[[ The data, beginning ]]

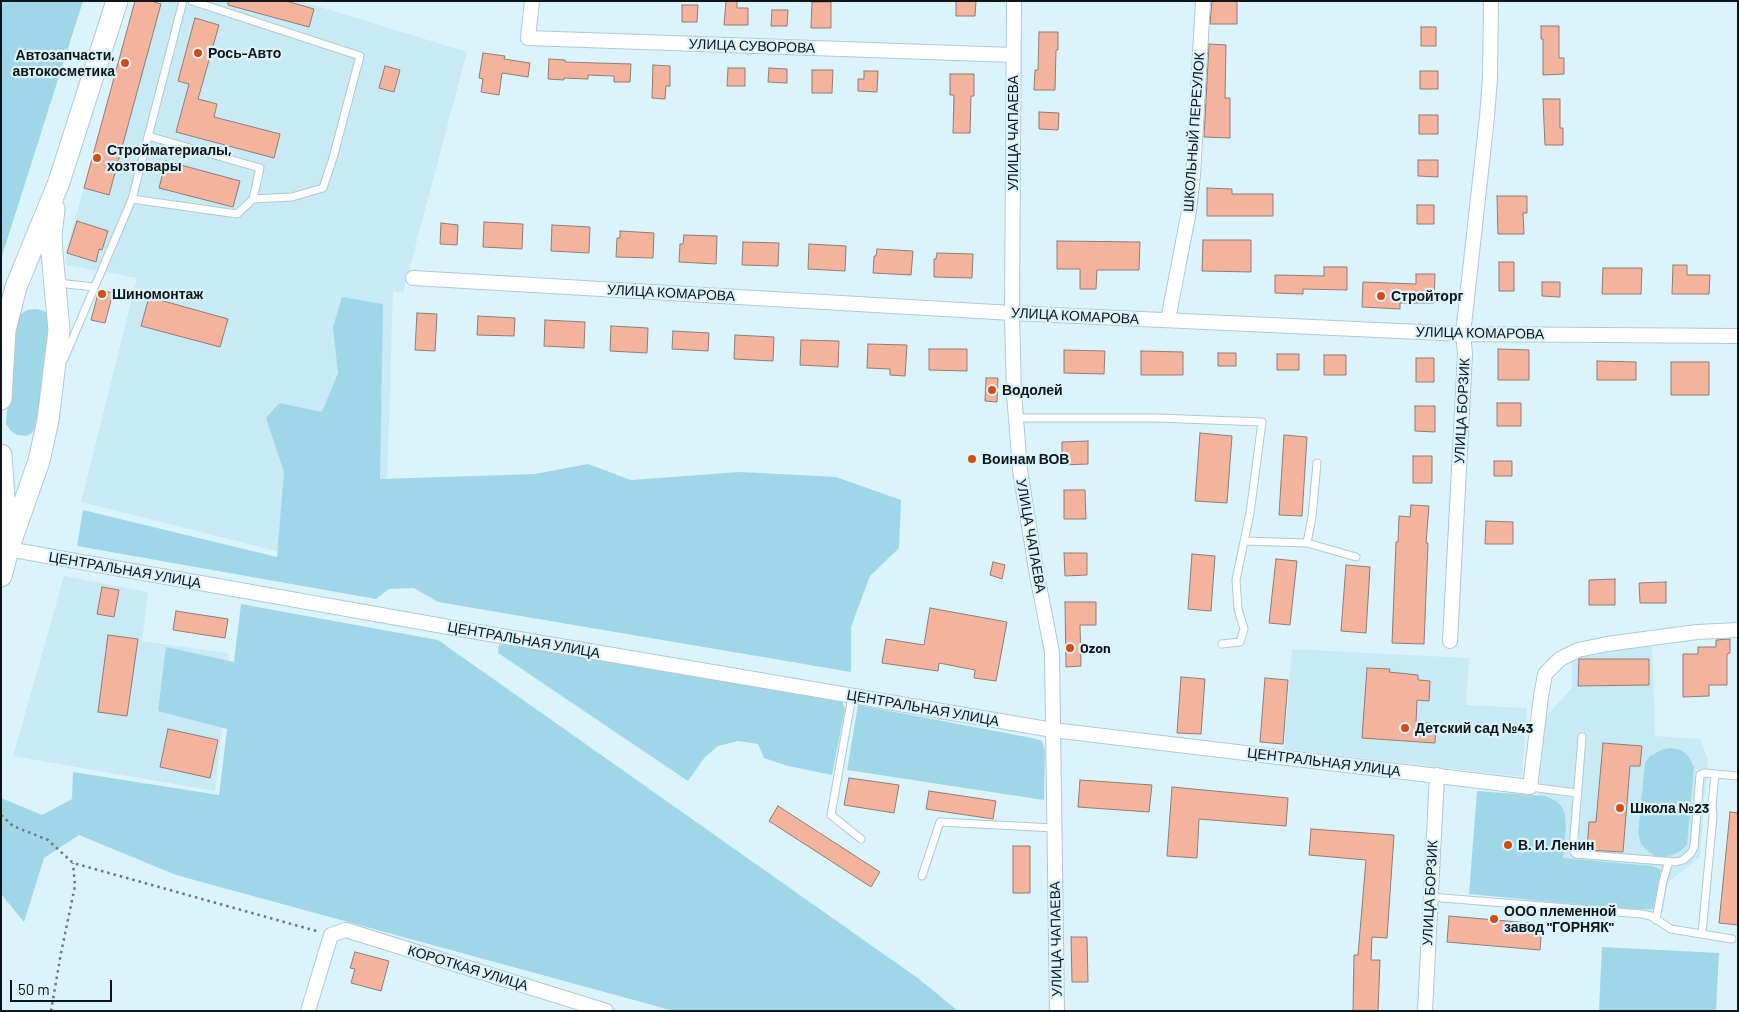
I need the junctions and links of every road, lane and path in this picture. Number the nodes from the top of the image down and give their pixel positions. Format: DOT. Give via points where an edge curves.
graph roads {
  1 [pos="117,1"];
  2 [pos="183,1"];
  3 [pos="192,1"];
  4 [pos="532,1"];
  5 [pos="1014,1"];
  6 [pos="1203,1"];
  7 [pos="1491,1"];
  8 [pos="1013,55"];
  9 [pos="148,136"];
  10 [pos="59,182"];
  11 [pos="132,199"];
  12 [pos="253,199"];
  13 [pos="413,278"];
  14 [pos="54,282"];
  15 [pos="94,287"];
  16 [pos="1012,313"];
  17 [pos="1168,320"];
  18 [pos="3,330"];
  19 [pos="1463,334"];
  20 [pos="1738,336"];
  21 [pos="53,384"];
  22 [pos="1,399"];
  23 [pos="1016,418"];
  24 [pos="1,456"];
  25 [pos="1317,463"];
  26 [pos="1245,542"];
  27 [pos="1306,544"];
  28 [pos="8,549"];
  29 [pos="1356,557"];
  30 [pos="1,576"];
  31 [pos="1738,630"];
  32 [pos="1450,641"];
  33 [pos="1222,644"];
  34 [pos="852,696"];
  35 [pos="1053,730"];
  36 [pos="1582,737"];
  37 [pos="1715,774"];
  38 [pos="1437,775"];
  39 [pos="1738,776"];
  40 [pos="1530,787"];
  41 [pos="1577,793"];
  42 [pos="1,815"];
  43 [pos="1054,828"];
  44 [pos="861,839"];
  45 [pos="1669,862"];
  46 [pos="73,863"];
  47 [pos="922,876"];
  48 [pos="1430,897"];
  49 [pos="1656,920"];
  50 [pos="1702,934"];
  51 [pos="331,935"];
  52 [pos="1732,939"];
  53 [pos="51,1011"];
  54 [pos="308,1011"];
  55 [pos="606,1011"];
  56 [pos="1057,1011"];
  57 [pos="1424,1011"];
  1 -- 10 [label="main road"];
  2 -- 9 [label="lane"];
  3 -- 12 [label="lane" via="360,56 323,188 292,197"];
  4 -- 8 [label="street, УЛИЦА СУВОРОВА" via="528,38"];
  5 -- 8 [label="street, УЛИЦА ЧАПАЕВА"];
  6 -- 17 [label="street, ШКОЛЬНЫЙ ПЕРЕУЛОК" via="1193,175"];
  7 -- 19 [label="street, УЛИЦА БОРЗИК" via="1487,117"];
  8 -- 16 [label="street, УЛИЦА ЧАПАЕВА"];
  9 -- 11 [label="lane"];
  9 -- 12 [label="lane" via="260,168"];
  10 -- 14 [label="main road" via="51,235"];
  10 -- 18 [label="main road" via="16,287"];
  11 -- 12 [label="lane" via="238,214"];
  11 -- 15 [label="lane"];
  13 -- 16 [label="street, УЛИЦА КОМАРОВА"];
  14 -- 15 [label="lane"];
  14 -- 21 [label="main road" via="59,330"];
  15 -- 21 [label="lane"];
  16 -- 17 [label="street, УЛИЦА КОМАРОВА"];
  16 -- 23 [label="street, УЛИЦА ЧАПАЕВА"];
  17 -- 19 [label="street, УЛИЦА КОМАРОВА"];
  18 -- 22 [label="main road"];
  19 -- 20 [label="street, УЛИЦА КОМАРОВА"];
  19 -- 32 [label="street, УЛИЦА БОРЗИК" via="1465,354"];
  21 -- 28 [label="main road" via="39,461"];
  23 -- 26 [label="lane" via="1262,422"];
  23 -- 35 [label="street, УЛИЦА ЧАПАЕВА" via="1020,470 1052,652"];
  24 -- 28 [label="main road"];
  25 -- 27 [label="lane"];
  26 -- 27 [label="lane"];
  26 -- 33 [label="lane" via="1236,580 1238,609 1244,629 1240,642"];
  27 -- 29 [label="lane"];
  28 -- 30 [label="main road"];
  28 -- 34 [label="street, ЦЕНТРАЛЬНАЯ УЛИЦА"];
  31 -- 40 [label="street" via="1608,644 1578,650 1560,659 1545,674"];
  34 -- 35 [label="street, ЦЕНТРАЛЬНАЯ УЛИЦА"];
  34 -- 44 [label="lane" via="831,815"];
  35 -- 38 [label="street, ЦЕНТРАЛЬНАЯ УЛИЦА"];
  35 -- 43 [label="street, УЛИЦА ЧАПАЕВА"];
  36 -- 41 [label="lane"];
  37 -- 39 [label="lane"];
  37 -- 45 [label="lane" via="1700,775 1693,851 1680,862"];
  37 -- 50 [label="lane"];
  38 -- 40 [label="street, ЦЕНТРАЛЬНАЯ УЛИЦА"];
  38 -- 48 [label="street, УЛИЦА БОРЗИК"];
  40 -- 41 [label="lane"];
  41 -- 45 [label="lane" via="1574,853"];
  42 -- 46 [label="path" via="13,826 48,840"];
  43 -- 47 [label="lane" via="940,822"];
  43 -- 56 [label="street, УЛИЦА ЧАПАЕВА"];
  45 -- 49 [label="lane"];
  46 -- 51 [label="path"];
  46 -- 53 [label="path" via="75,886"];
  48 -- 49 [label="lane" via="1642,914"];
  48 -- 57 [label="street, УЛИЦА БОРЗИК"];
  49 -- 50 [label="lane" via="1672,929"];
  50 -- 52 [label="lane"];
  51 -- 54 [label="street"];
  51 -- 55 [label="street, КОРОТКАЯ УЛИЦА" via="346,930"];
}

[[ The data, end ]]

* _Task_
Above are the records; copy every line in them that holds the word "КОМАРОВА".

* _Response to this task_
  13 -- 16 [label="street, УЛИЦА КОМАРОВА"];
  16 -- 17 [label="street, УЛИЦА КОМАРОВА"];
  17 -- 19 [label="street, УЛИЦА КОМАРОВА"];
  19 -- 20 [label="street, УЛИЦА КОМАРОВА"];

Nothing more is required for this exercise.